- _Exercise brief_: Using the data that follows, return exactly the lines from the one that contains "thumb tip: (175, 257)" through the one that contains "middle pip: (264, 199)", ends included.
*** Input Section Begins ***
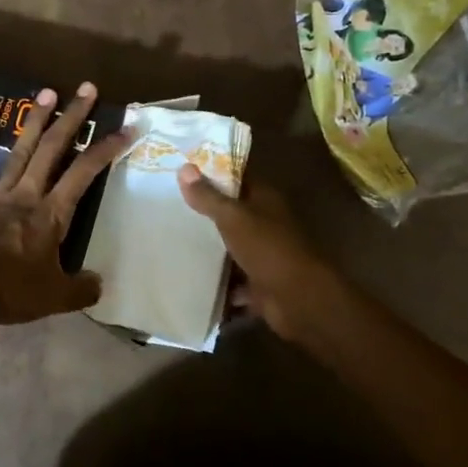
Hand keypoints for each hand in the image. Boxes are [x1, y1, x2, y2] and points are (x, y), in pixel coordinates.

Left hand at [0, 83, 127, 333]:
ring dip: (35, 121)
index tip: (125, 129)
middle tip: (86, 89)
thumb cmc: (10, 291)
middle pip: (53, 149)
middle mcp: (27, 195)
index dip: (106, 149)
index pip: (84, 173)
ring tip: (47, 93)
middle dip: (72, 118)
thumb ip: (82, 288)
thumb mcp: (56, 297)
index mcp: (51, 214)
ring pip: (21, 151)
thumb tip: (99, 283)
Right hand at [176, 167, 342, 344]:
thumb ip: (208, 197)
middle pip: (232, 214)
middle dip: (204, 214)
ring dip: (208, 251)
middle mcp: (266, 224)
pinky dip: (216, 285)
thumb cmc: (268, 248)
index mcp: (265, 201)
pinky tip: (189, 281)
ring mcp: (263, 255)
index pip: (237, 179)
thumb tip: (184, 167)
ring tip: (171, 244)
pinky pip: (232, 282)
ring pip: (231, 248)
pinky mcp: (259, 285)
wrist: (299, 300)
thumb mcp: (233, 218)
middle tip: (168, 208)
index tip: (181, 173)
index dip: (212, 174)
*** Input Section Ends ***
*** Input Section Begins ***
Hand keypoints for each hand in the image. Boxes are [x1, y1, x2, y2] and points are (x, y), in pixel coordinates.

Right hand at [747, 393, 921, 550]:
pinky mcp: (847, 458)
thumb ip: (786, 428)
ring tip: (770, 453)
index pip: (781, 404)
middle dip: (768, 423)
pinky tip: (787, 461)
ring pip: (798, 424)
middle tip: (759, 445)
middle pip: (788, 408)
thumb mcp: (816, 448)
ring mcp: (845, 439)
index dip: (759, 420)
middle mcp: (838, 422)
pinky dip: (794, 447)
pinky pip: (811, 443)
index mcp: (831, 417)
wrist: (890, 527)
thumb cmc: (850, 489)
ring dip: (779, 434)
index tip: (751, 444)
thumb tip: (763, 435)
*** Input Section Ends ***
*** Input Section Begins ***
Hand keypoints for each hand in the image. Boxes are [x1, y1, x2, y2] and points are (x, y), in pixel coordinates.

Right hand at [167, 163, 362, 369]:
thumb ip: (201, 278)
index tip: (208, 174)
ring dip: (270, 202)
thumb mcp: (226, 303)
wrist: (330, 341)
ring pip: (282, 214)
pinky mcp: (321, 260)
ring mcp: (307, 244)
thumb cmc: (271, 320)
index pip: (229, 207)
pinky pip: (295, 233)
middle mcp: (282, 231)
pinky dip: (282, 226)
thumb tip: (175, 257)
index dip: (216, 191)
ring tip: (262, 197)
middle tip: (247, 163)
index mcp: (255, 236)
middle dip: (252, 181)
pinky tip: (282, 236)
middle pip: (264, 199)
*** Input Section Ends ***
- _Task solution_:
thumb tip: (175, 257)
index dip: (216, 191)
ring tip: (262, 197)
middle tip: (247, 163)
index mcp: (255, 236)
middle dip: (252, 181)
pinky tip: (282, 236)
middle pip: (264, 199)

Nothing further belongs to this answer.